_EXERCISE AIM_
Filter this listing down to the lines that contain the word "image", and copy them.

_INPUT_
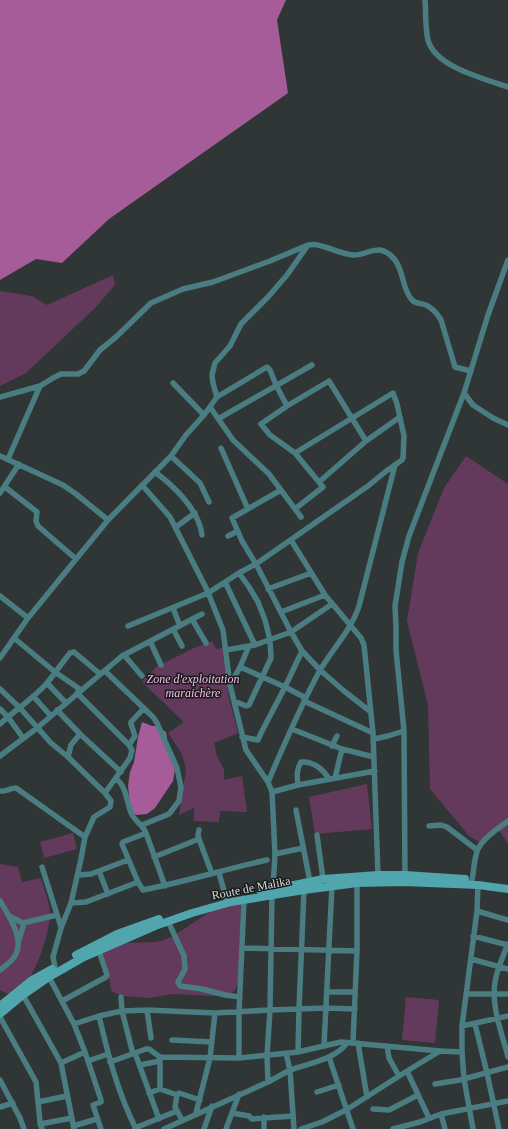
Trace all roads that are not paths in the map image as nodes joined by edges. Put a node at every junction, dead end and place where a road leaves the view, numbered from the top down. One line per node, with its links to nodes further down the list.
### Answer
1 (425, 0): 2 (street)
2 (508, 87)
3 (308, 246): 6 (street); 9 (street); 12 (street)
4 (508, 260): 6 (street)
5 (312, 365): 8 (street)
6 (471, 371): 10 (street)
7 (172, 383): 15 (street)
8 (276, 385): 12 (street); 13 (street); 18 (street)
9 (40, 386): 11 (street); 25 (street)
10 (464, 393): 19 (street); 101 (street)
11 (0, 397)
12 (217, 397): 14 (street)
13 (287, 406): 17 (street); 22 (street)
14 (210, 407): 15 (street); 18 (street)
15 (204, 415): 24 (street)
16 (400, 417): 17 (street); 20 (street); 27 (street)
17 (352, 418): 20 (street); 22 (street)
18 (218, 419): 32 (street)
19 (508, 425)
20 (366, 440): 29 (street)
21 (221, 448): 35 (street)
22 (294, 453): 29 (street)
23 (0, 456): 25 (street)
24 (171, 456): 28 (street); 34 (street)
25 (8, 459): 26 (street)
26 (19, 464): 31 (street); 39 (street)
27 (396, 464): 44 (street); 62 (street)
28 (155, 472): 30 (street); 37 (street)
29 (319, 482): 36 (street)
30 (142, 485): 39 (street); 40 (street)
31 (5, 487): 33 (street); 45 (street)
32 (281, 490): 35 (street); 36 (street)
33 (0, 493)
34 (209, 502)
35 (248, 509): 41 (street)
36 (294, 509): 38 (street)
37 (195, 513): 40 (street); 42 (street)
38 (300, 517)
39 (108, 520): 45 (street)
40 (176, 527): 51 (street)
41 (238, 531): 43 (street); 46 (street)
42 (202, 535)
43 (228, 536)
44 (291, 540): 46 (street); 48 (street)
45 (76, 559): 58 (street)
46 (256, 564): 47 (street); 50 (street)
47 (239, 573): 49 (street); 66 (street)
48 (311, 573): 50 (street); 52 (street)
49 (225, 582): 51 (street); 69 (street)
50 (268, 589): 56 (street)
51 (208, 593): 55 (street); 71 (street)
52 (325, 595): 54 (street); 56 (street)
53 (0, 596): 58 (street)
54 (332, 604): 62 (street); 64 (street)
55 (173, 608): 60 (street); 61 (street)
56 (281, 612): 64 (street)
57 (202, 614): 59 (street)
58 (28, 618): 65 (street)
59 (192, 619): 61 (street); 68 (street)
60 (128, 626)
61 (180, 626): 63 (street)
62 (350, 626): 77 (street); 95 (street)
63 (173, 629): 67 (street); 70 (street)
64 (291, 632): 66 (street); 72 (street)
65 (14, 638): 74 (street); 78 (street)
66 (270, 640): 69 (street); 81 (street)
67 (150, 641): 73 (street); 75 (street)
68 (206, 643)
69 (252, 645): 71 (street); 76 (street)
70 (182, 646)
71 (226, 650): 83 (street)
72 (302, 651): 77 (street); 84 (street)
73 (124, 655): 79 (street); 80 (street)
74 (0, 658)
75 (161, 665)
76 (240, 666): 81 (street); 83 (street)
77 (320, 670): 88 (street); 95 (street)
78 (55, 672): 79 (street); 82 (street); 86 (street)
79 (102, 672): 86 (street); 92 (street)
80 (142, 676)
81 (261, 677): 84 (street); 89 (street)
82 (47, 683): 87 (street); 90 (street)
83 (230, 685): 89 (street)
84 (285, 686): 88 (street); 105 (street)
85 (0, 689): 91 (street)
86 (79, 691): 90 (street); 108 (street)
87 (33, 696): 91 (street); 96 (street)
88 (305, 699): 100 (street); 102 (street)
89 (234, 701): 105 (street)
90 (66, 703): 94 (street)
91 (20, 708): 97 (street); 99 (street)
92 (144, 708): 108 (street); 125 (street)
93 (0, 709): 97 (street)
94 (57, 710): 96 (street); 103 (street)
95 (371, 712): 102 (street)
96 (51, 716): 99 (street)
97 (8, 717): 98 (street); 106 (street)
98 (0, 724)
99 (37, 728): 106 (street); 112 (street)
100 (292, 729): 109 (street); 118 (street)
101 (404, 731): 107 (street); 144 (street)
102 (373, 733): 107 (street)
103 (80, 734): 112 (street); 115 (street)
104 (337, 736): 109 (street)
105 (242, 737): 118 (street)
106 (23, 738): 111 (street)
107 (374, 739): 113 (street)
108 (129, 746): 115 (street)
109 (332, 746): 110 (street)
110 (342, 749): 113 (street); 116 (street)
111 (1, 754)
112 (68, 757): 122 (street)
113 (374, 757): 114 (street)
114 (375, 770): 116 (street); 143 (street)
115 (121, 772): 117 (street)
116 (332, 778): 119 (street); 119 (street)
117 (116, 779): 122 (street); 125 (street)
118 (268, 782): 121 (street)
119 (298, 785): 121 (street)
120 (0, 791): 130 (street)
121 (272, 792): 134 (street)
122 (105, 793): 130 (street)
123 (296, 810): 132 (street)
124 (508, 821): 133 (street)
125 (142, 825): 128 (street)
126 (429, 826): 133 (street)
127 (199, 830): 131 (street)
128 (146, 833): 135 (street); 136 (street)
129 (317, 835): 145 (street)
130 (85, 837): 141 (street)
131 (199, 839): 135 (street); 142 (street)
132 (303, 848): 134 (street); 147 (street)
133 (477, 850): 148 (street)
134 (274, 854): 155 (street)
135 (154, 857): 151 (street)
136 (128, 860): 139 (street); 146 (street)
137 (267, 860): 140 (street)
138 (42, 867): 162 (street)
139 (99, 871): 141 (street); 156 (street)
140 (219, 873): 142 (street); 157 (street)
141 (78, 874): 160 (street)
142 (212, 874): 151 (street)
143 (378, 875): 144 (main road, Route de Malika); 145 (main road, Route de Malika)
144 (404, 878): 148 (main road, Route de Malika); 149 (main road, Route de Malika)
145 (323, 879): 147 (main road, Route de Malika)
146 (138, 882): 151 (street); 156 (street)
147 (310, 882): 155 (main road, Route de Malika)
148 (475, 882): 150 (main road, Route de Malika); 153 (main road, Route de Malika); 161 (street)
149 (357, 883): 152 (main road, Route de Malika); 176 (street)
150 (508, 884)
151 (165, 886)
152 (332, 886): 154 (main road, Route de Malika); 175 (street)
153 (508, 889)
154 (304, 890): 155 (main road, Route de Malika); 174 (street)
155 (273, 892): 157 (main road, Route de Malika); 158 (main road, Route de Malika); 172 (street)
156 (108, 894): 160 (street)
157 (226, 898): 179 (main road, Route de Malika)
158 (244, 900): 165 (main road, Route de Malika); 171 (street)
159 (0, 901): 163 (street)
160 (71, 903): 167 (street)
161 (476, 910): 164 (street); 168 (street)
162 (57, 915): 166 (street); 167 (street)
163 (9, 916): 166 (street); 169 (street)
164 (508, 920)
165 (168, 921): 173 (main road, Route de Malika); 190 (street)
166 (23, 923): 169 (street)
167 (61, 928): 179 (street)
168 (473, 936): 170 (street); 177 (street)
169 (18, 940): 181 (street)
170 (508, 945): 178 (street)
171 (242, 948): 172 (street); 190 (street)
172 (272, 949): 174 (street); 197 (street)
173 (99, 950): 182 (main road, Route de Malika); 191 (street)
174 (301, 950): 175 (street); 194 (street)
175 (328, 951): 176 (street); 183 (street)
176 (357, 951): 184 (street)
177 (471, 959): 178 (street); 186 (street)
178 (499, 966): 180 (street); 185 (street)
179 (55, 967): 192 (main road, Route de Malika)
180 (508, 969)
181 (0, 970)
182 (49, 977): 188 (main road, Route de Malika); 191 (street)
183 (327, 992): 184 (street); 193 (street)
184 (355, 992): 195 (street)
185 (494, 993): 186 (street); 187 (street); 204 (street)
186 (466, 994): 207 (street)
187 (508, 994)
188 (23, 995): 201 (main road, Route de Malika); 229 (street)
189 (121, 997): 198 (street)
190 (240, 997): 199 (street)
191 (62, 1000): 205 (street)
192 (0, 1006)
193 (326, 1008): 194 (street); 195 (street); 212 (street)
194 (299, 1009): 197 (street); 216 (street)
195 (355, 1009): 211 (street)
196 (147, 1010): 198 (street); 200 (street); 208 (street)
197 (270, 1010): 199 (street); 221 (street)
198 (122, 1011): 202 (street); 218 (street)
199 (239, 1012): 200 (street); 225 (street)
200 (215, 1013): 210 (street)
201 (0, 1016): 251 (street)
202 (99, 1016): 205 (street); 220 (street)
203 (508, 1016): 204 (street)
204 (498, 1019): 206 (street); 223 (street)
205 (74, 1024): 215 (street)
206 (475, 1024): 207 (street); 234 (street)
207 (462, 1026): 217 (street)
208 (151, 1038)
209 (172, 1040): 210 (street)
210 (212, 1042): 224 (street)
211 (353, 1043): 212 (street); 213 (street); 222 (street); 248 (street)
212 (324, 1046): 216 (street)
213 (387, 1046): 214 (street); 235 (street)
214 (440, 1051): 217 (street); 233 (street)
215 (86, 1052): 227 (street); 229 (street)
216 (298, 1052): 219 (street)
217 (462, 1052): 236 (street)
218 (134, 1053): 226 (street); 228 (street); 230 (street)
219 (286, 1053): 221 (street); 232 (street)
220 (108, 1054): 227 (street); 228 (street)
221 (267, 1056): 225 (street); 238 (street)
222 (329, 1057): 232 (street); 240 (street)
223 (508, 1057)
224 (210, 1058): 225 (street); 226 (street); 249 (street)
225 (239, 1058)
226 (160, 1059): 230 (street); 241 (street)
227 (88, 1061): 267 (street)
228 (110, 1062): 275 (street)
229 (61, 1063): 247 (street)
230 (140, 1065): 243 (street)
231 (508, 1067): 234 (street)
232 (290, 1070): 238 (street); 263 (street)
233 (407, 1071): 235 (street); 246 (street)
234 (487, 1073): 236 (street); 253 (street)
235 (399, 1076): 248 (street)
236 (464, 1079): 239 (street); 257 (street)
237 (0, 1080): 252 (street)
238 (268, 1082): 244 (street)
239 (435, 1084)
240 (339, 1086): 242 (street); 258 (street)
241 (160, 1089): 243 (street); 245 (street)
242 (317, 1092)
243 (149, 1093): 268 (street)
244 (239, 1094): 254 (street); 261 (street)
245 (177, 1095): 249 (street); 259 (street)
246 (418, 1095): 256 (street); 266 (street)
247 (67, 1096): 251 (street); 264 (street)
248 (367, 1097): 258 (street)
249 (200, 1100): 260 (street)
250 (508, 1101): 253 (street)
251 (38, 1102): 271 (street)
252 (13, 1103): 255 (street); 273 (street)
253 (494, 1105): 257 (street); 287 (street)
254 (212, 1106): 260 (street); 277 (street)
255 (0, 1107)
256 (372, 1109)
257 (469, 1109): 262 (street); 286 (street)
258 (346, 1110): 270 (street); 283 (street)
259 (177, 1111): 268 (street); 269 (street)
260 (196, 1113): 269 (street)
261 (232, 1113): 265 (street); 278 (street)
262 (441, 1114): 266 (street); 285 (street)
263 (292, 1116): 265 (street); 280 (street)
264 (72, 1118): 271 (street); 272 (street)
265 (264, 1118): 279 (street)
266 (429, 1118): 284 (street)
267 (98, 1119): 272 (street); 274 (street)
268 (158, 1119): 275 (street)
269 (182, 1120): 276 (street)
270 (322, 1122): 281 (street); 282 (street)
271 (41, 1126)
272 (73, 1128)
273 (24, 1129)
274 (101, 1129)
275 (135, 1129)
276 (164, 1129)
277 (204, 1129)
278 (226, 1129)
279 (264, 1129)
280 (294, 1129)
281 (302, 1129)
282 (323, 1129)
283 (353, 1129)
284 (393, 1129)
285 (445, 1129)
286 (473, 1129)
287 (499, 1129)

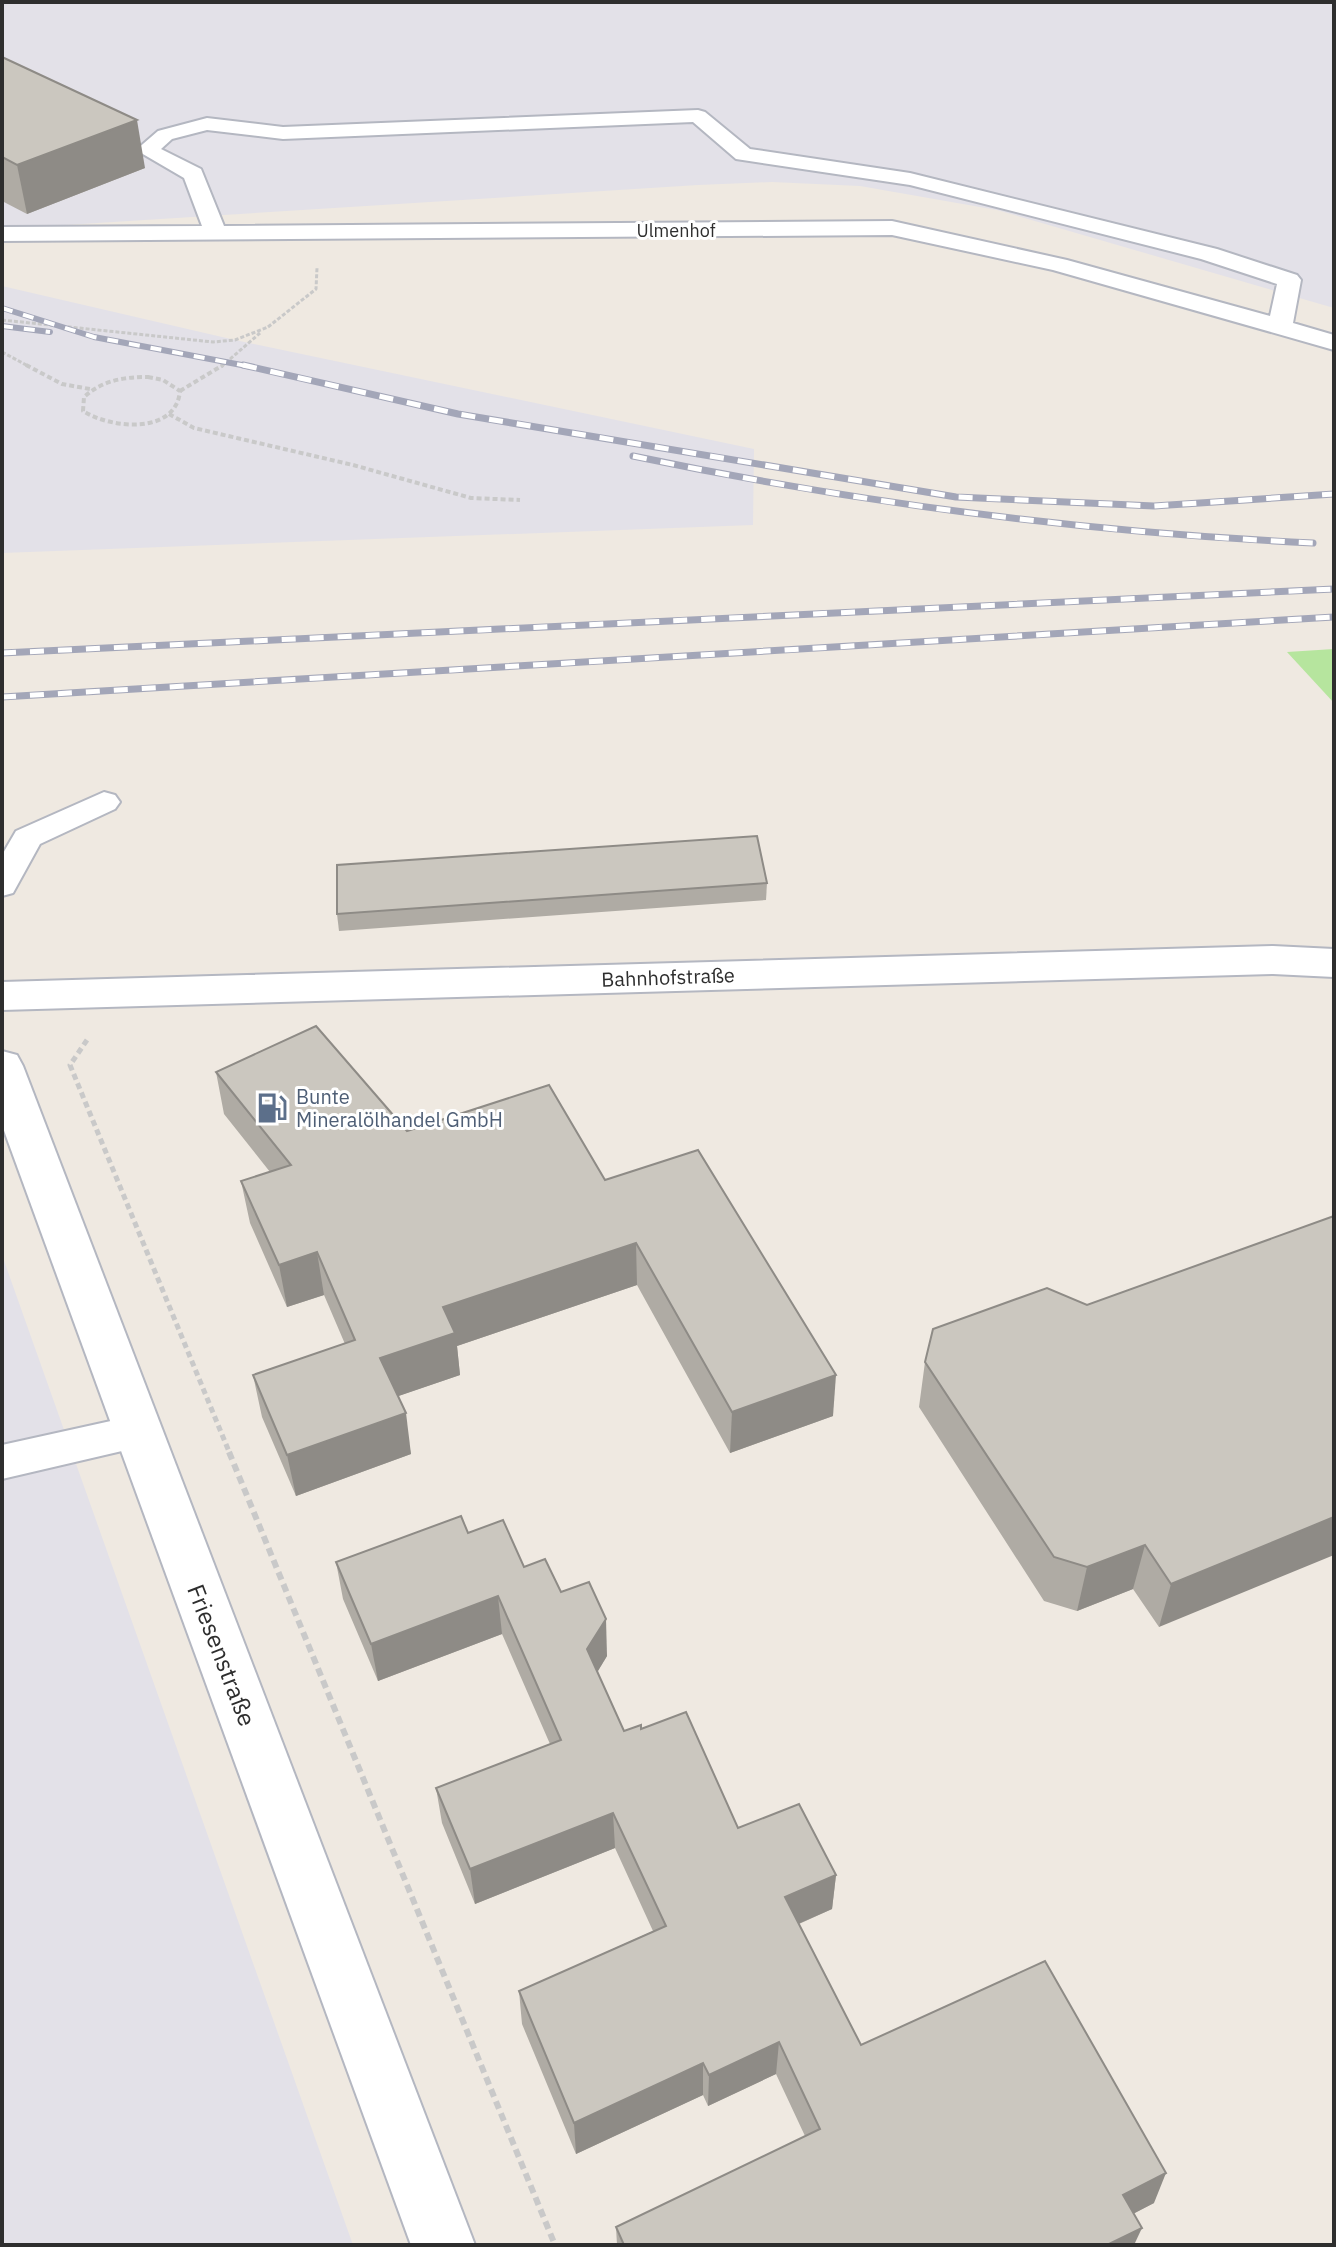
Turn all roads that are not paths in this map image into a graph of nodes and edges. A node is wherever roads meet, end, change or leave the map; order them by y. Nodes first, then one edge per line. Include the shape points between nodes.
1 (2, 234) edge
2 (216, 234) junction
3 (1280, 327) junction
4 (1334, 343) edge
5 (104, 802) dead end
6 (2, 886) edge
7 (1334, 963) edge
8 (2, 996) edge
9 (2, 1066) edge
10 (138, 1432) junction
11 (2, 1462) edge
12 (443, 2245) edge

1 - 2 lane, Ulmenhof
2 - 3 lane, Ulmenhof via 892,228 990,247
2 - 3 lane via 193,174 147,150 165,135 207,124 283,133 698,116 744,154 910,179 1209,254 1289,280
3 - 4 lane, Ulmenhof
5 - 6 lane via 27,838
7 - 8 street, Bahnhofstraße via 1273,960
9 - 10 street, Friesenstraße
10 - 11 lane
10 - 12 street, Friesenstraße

_WRITTEN RESPONSE_
Trace all roads that are not paths in the map image as nodes joined by edges. Put a node at every junction, dead end and place where a road leaves the view, numbered from the top down. One line per node, with its links to nodes further down the list.
Turn all roads that are not paths in this map image into a graph of nodes and edges. A node is wherever roads meet, end, change or leave the map; order them by y. Nodes first, then one edge per line. Include the shape points between nodes.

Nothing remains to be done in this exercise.